(Records for this exercise)
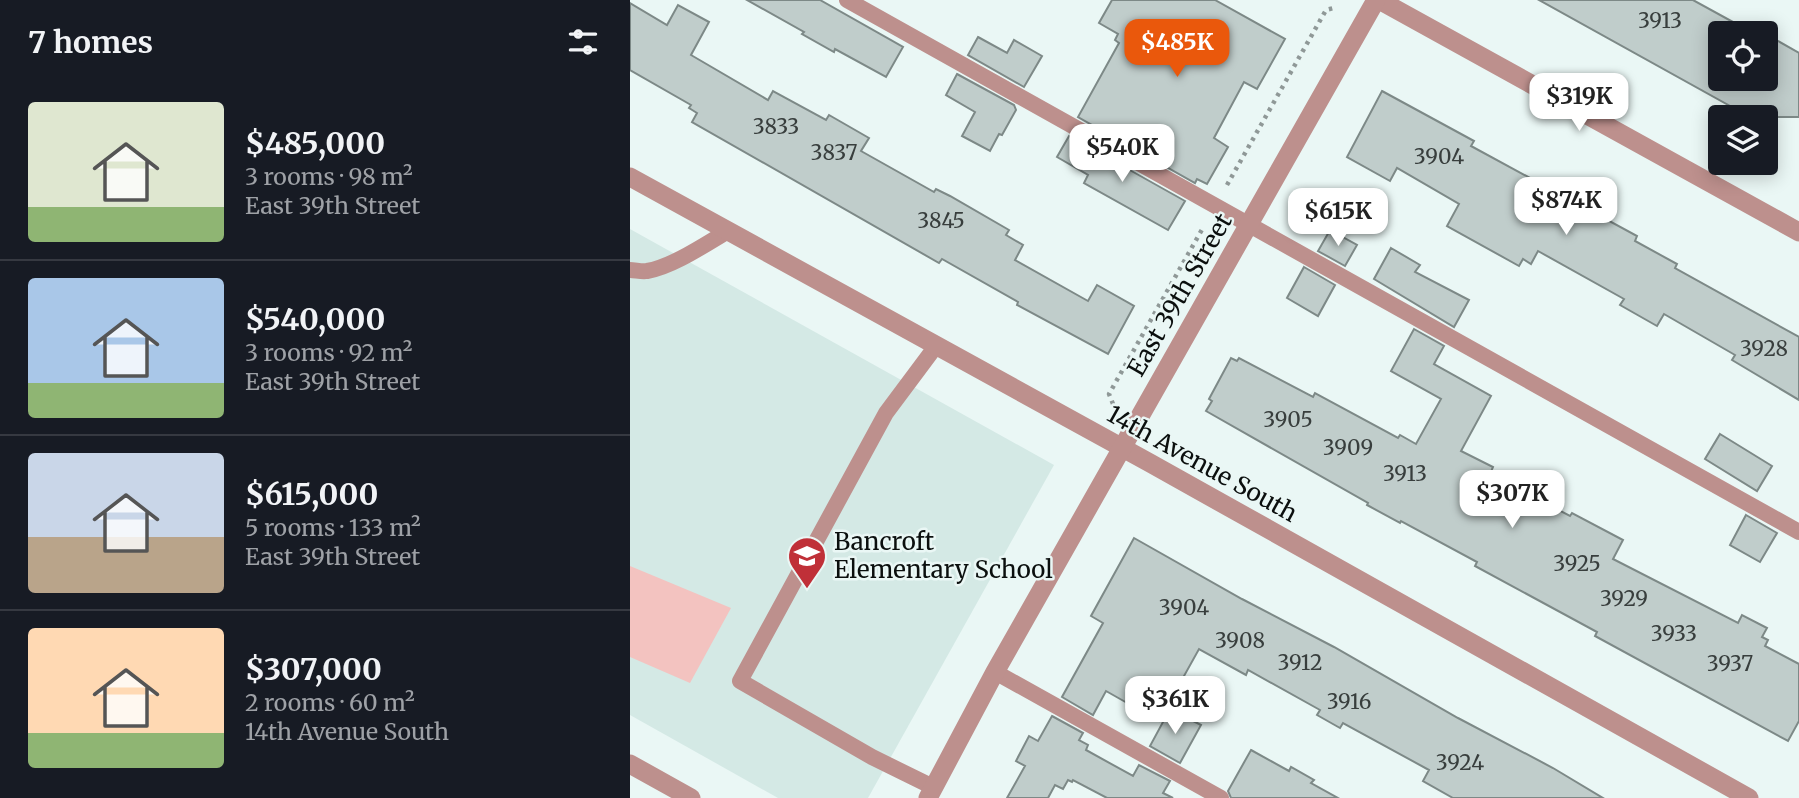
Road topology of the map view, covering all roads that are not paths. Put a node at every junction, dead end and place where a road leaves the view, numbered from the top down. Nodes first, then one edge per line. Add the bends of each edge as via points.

==

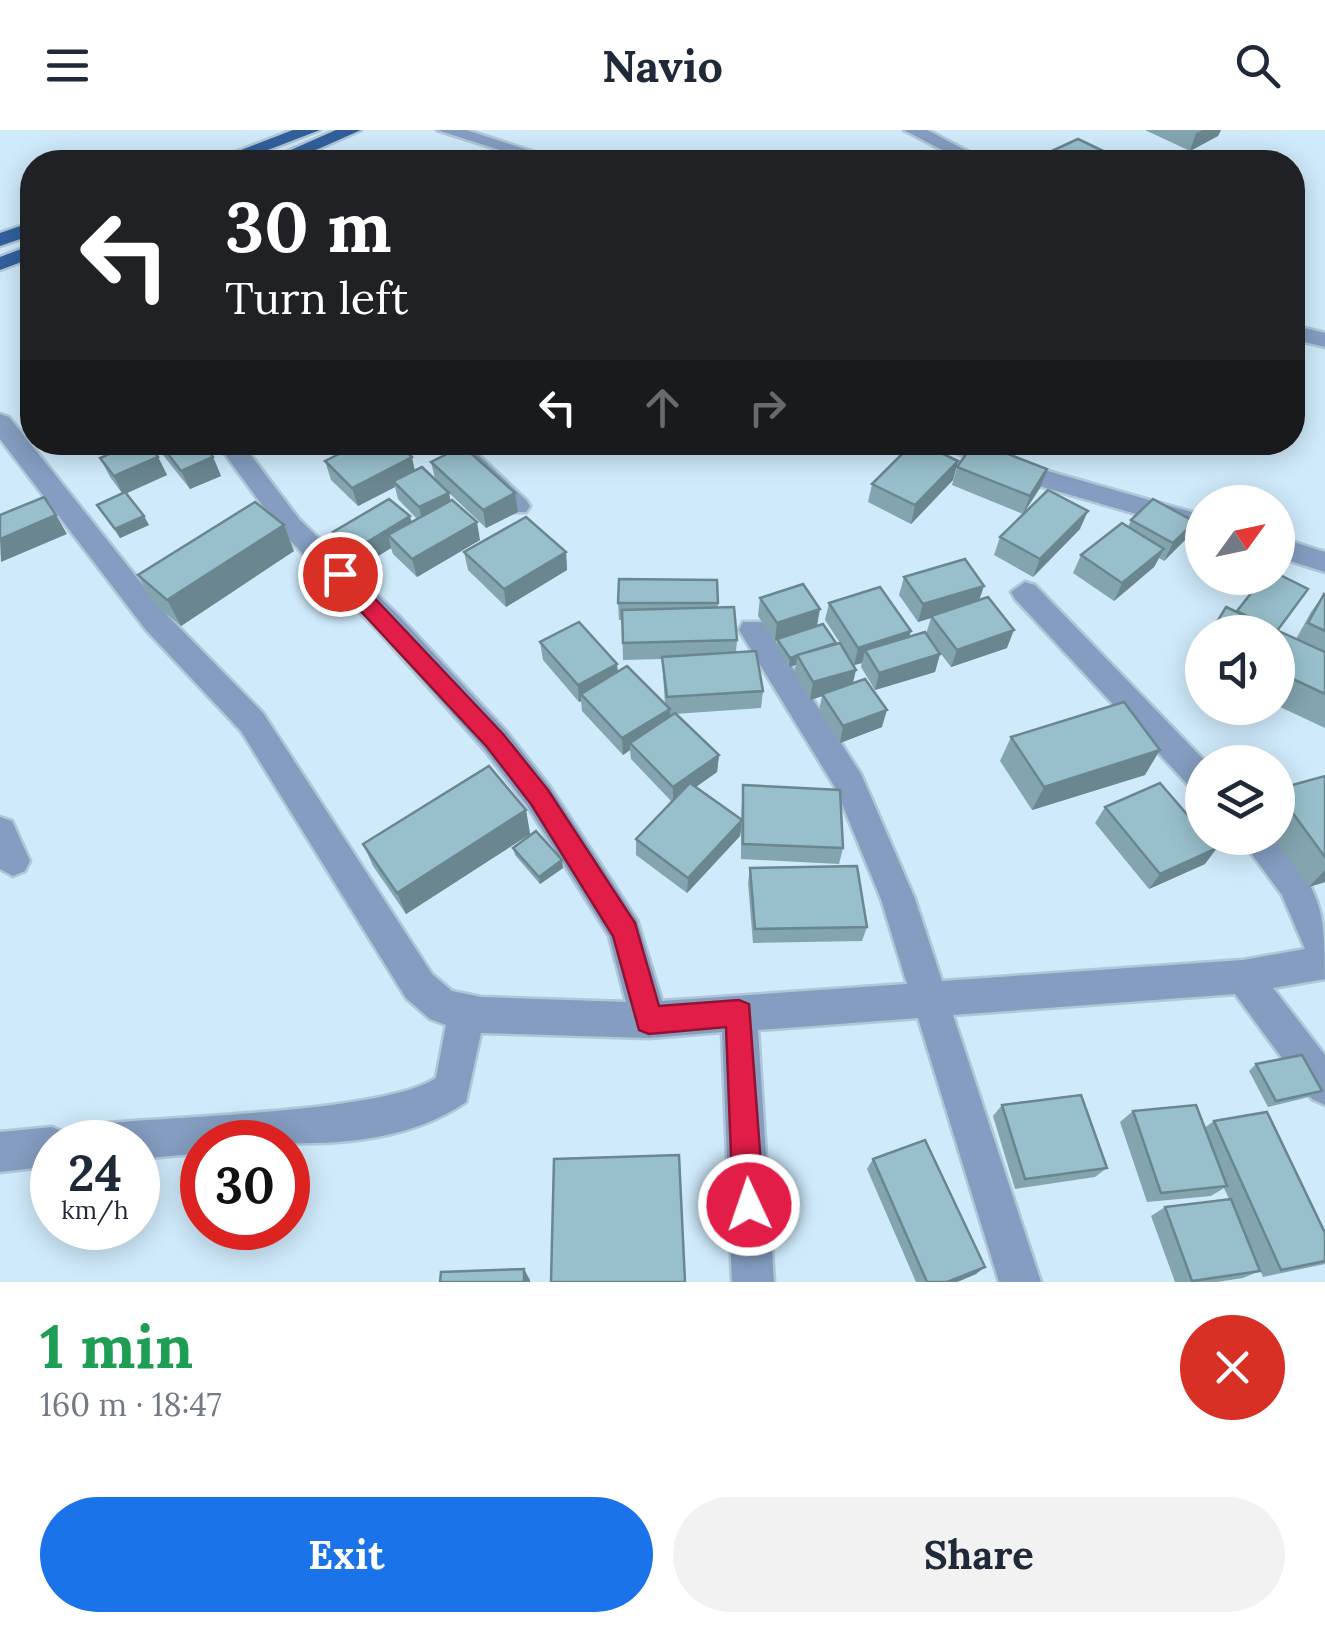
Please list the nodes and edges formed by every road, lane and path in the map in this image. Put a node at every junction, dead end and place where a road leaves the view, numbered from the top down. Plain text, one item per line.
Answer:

(Your goal) Where a line in the records above contains the word "leaves", copy that line.

(Completed exercise)
Road topology of the map view, covering all roads that are not paths. Put a node at every junction, dead end and place where a road leaves the view, numbered from the top down. Nodes first, then one edge per line. Add the bends of each edge as via points.
Please list the nodes and edges formed by every road, lane and path in the map in this image. Put a node at every junction, dead end and place where a road leaves the view, numbered from the top down. Plain text, one item per line.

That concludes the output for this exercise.